Let's say I really like the simplicity and elegance the pattern provide.
It's fine-ish when it's strings, but I don't think it's simple or elegant that Request->client() may return either a Request_Client or $this depending what you pass into it. Not least because IDEs and code analysis tools generally can't figure that out, so you have real issues with chained method calls unless you then add explicit typehints or warning suppressions all over your code.
@acoulton setting NULL is not particulary useful.
That very much depends. It's not commonly useful particularly on an empty class, but it can be required if you want to overwrite an existing value. More importantly, it can cause unexpected fatal errors - consider for example this code:
public function action_external()
{
$request = Request::factory('http://some.api')

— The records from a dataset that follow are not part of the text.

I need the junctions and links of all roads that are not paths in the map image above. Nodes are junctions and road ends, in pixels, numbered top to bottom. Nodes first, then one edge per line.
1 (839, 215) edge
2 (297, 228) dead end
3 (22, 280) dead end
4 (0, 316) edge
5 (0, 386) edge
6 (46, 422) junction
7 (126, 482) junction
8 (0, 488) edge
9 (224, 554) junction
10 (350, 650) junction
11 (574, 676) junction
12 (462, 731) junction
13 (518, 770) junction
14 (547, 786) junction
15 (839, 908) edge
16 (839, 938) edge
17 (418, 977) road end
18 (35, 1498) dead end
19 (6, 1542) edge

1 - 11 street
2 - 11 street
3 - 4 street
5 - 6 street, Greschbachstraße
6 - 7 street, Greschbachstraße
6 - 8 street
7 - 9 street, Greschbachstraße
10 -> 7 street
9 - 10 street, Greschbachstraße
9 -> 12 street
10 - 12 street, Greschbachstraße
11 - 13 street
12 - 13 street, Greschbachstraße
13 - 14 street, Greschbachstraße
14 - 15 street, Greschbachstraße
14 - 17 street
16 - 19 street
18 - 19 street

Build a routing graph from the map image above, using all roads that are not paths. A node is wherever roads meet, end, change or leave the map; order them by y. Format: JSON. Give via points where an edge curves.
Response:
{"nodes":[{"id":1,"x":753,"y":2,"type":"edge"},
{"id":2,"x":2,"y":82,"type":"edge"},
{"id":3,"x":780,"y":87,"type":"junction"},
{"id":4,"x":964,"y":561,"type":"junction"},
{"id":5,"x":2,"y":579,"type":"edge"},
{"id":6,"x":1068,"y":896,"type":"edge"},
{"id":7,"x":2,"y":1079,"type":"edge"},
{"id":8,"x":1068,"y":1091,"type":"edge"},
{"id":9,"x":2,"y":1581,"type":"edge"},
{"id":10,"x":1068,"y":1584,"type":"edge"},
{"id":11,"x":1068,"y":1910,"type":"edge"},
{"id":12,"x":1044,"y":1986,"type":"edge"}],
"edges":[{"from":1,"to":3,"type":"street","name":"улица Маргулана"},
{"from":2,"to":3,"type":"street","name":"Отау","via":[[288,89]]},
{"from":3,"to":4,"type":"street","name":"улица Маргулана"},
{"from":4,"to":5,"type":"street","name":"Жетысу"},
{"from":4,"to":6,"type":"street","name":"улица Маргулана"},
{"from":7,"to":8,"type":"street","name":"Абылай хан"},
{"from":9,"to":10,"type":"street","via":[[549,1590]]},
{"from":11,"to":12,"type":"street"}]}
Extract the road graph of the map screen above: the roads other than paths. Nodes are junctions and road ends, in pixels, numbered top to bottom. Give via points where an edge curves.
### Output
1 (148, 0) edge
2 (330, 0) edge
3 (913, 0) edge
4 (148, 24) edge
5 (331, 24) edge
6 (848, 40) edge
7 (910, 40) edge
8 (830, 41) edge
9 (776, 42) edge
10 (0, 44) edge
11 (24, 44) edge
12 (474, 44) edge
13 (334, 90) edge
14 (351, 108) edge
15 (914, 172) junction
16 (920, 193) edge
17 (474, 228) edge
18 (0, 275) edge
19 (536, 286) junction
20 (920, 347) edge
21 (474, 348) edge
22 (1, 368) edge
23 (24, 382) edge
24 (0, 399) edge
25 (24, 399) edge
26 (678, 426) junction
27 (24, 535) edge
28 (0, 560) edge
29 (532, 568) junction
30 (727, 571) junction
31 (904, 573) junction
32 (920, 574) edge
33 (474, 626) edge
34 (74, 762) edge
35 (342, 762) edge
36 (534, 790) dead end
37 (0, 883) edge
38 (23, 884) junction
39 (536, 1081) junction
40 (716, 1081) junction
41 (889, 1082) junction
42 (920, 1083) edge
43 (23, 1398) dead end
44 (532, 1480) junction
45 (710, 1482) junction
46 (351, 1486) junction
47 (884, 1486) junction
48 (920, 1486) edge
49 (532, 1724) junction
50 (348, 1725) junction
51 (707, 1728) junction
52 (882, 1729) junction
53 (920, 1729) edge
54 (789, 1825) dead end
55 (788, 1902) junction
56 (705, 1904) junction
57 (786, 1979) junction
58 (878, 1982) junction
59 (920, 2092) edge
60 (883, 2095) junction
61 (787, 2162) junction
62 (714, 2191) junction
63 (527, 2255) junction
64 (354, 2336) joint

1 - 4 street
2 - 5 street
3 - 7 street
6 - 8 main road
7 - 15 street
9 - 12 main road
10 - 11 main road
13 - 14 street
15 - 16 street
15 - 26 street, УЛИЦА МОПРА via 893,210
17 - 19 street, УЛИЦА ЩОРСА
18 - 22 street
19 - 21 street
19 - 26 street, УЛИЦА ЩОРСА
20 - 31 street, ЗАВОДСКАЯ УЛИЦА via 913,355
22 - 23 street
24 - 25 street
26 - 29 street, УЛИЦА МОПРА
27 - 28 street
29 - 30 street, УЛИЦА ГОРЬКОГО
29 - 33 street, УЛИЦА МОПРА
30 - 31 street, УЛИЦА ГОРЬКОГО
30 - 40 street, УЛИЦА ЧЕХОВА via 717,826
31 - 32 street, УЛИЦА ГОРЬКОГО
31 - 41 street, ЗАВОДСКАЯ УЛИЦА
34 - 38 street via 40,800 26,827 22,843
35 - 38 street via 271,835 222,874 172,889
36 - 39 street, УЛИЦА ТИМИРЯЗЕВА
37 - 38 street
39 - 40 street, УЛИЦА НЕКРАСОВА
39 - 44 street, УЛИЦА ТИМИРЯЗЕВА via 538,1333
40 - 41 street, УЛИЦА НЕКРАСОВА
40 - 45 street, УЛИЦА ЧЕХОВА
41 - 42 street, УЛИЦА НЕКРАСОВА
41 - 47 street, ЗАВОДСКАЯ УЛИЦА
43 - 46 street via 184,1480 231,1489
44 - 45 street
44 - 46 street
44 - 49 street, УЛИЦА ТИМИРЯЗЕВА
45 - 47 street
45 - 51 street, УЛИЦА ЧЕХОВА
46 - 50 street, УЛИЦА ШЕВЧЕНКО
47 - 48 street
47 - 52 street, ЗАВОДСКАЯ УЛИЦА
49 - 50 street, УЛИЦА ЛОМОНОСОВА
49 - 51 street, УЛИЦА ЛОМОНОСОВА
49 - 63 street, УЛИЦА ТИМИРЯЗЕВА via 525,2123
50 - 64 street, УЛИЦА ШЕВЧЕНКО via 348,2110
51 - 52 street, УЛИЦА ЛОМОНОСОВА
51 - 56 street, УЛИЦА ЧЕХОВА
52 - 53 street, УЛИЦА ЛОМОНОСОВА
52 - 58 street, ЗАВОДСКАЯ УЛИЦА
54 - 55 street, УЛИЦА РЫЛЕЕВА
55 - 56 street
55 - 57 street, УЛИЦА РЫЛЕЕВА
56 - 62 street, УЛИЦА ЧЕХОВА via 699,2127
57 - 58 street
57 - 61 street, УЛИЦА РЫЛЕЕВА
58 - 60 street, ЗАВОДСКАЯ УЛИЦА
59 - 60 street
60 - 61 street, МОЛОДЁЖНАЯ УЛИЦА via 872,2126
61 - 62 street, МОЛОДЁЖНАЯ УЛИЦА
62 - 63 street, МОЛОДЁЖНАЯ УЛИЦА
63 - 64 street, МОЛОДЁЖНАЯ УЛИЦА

->query('active_only', $this->request->post('active_only'))
->query('search', $this->request->post('search'))
->query('auth', 'token');
$this->response->body($request->execute());
}
Looks simple and elegant enough. Imagine active_only is a checkbox on your form - if so, and it's not checked, then $this->request->post('active_only')
will return NULL. That means that $this>query('active_only', $this->request->post('active_only'))
acts as a getter and returns NULL. And that makes the next line fatal.
Sure, if you know about that then you can protect against invalid input, but it's not a remotely obvious failure case from just looking at the code. I don't think that's simple or elegant.
Also, I'm not a big fan of leaving that many methods in the framework deprecated.
Me either, but I'm a bigger fan than of leaving that many methods in the framework for end-users to change themselves and of breaking every third-party module they may be using. So if we do this, it needs to be done by deprecation.
from core.
I'm aware of this and always provide default value where appliable.
I think it is a good idea to go forward though. The approach you will take on this will reflect all over the framework, so make a good decision.
Here are my thoughts:
- getter should always have a default value as a second argument defaulted to NULL
- getter must return the instance for builder syntax
- setter should always allow to set an array of value as first argument
- the change must be over all the framework and retrocompatible like you suggest
How long would the actual getter/setter be kept for retrocompatibility?